If we have a good object-relational mapping layer, we can provide pleasant object-friendly definitions which can be mapped to Data Definition Language (DDL) and Data Manipulation Language (DML) without burning too many brain calories. If, on the other hand, we lack a good ORM mapping, we have to think through each kind of relationship and how we’ll implement it.
My ORM experience is split four ways among SQLAlchemy , Django , totally home-brewed designs, and the kind of ORM that iBatis handles. SQLAlchemy and Django handle everything, including DDL. iBatis requires that you do a competent database design, but it will build your Java objects neatly for you.
All of these (even my own home brew) have to cope with transforming rich object semantics into limited relational implementation.
We have tables and columns, of course.

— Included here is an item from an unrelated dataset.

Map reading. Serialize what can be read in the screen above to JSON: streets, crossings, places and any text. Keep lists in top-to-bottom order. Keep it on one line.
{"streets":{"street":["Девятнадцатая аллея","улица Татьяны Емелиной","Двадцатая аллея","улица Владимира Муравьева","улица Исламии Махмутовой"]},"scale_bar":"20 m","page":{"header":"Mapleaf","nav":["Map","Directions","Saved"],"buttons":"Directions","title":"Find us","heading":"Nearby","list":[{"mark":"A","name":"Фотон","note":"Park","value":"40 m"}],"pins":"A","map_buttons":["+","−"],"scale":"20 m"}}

Each table has a unique, system-generated surrogate primary key (PK) and whatever is required to assure that the PKs are unique. A unique primary key index, or a suitable PK column declaration.

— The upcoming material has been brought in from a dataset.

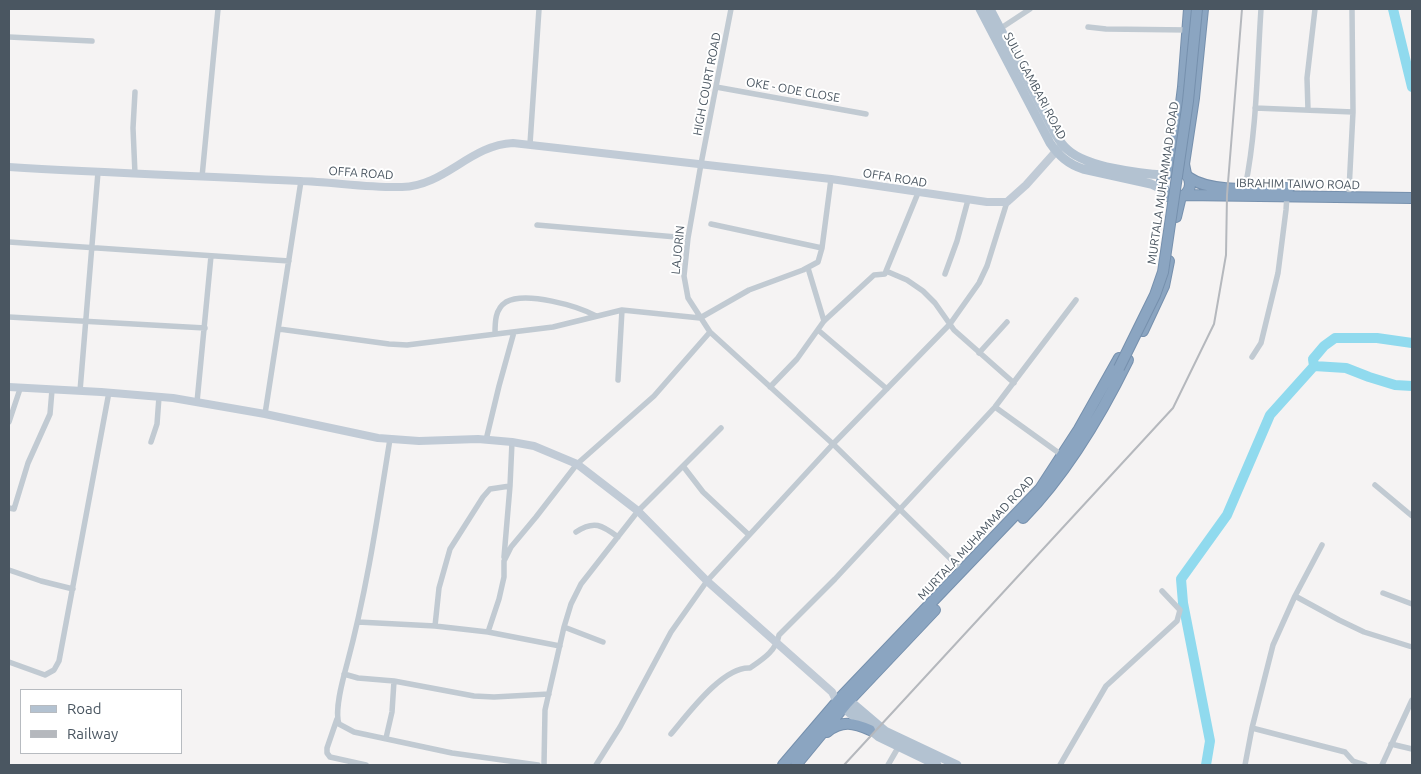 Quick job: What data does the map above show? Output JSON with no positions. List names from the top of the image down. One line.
{"streets":{"highway":["MURTALA MUHAMMAD ROAD","IBRAHIM TAIWO ROAD"],"main road":["SULU GAMBARI ROAD"],"street":["HIGH COURT ROAD","OKE - ODE CLOSE","OFFA ROAD","LAJORIN"]},"crossings":[["HIGH COURT ROAD","OKE - ODE CLOSE"],["HIGH COURT ROAD","OFFA ROAD"],["HIGH COURT ROAD","LAJORIN"],["SULU GAMBARI ROAD","MURTALA MUHAMMAD ROAD"],["SULU GAMBARI ROAD","IBRAHIM TAIWO ROAD"],["OFFA ROAD","LAJORIN"],["MURTALA MUHAMMAD ROAD","IBRAHIM TAIWO ROAD"],["MURTALA MUHAMMAD ROAD","LAJORIN"]],"legend":["Road","Railway"]}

The relational implementation always has foreign keys (FK). The foreign keys can always be constrained with declared, formal FK constraint clauses. The FK’s are always based on the surrogate keys.

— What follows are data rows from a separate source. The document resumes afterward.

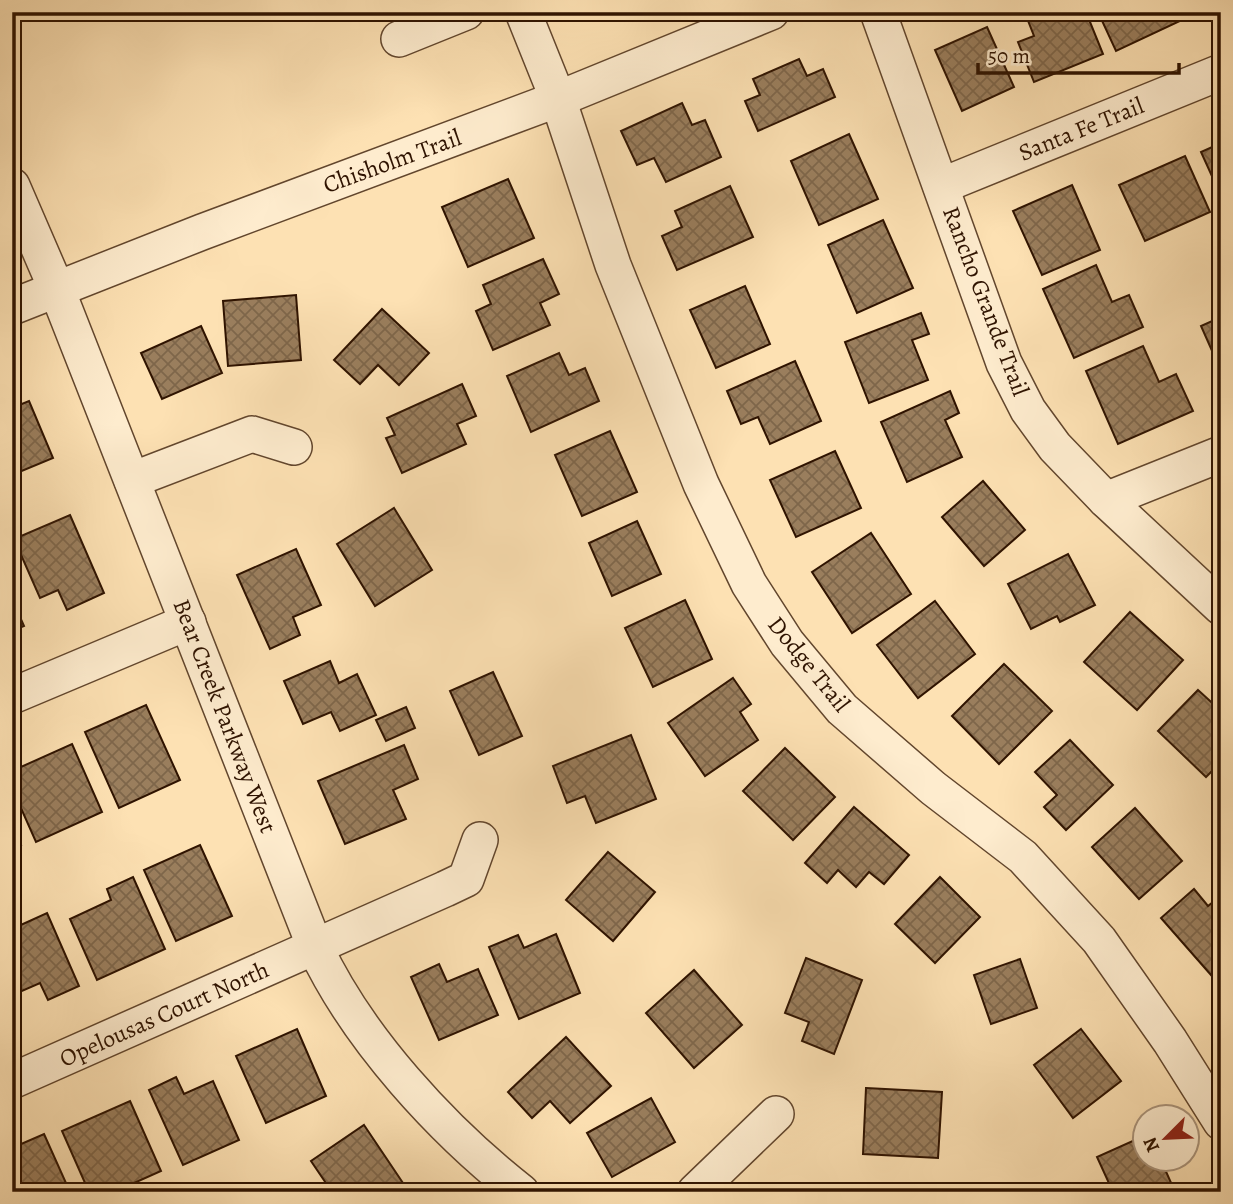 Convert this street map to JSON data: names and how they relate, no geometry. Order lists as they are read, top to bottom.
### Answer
{
  "streets": {
    "street": [
      "Santa Fe Trail",
      "Chisholm Trail",
      "Rancho Grande Trail",
      "Dodge Trail",
      "Bear Creek Parkway West",
      "Opelousas Court North"
    ]
  },
  "crossings": [
    ["Santa Fe Trail", "Rancho Grande Trail"],
    ["Chisholm Trail", "Dodge Trail"],
    ["Chisholm Trail", "Bear Creek Parkway West"],
    ["Bear Creek Parkway West", "Opelousas Court North"]
  ],
  "scale_bar": "50 m",
  "north": "bottom left"
}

For performance reasons, you might want to add indexes on non-key fields. More power to you. That’s just performance tuning, not the essential model structure.
There are a number of things which are explicitly not present.
1. Triggers . While some argue for triggers, I haven’t had a good experience with a mature application. Maintenance of triggers seems to get exponentially more expensive. Since we have object class definitions, it isn’t clear why we need triggers.
2. Stored Procedures . Please don’t put code in the DB. It is a configuration management nightmare. Further, I can’t figure out what the allure is. ` PL/SQL is slow <../C465799452/E20070527090758.html>`__ . While some people try to tell me that PL/SQL improves performance, I can’t find much tangible evidence; no customer has benchmarks, and I can’t see the basis for the claim.
3. Cascade Delete Rules . These seem cool, but they aren’t exercised much, and the few places where people can delete things, the application handles it nicely. “What about transient data?” Transient data doesn’t belong in a database: use files or queues.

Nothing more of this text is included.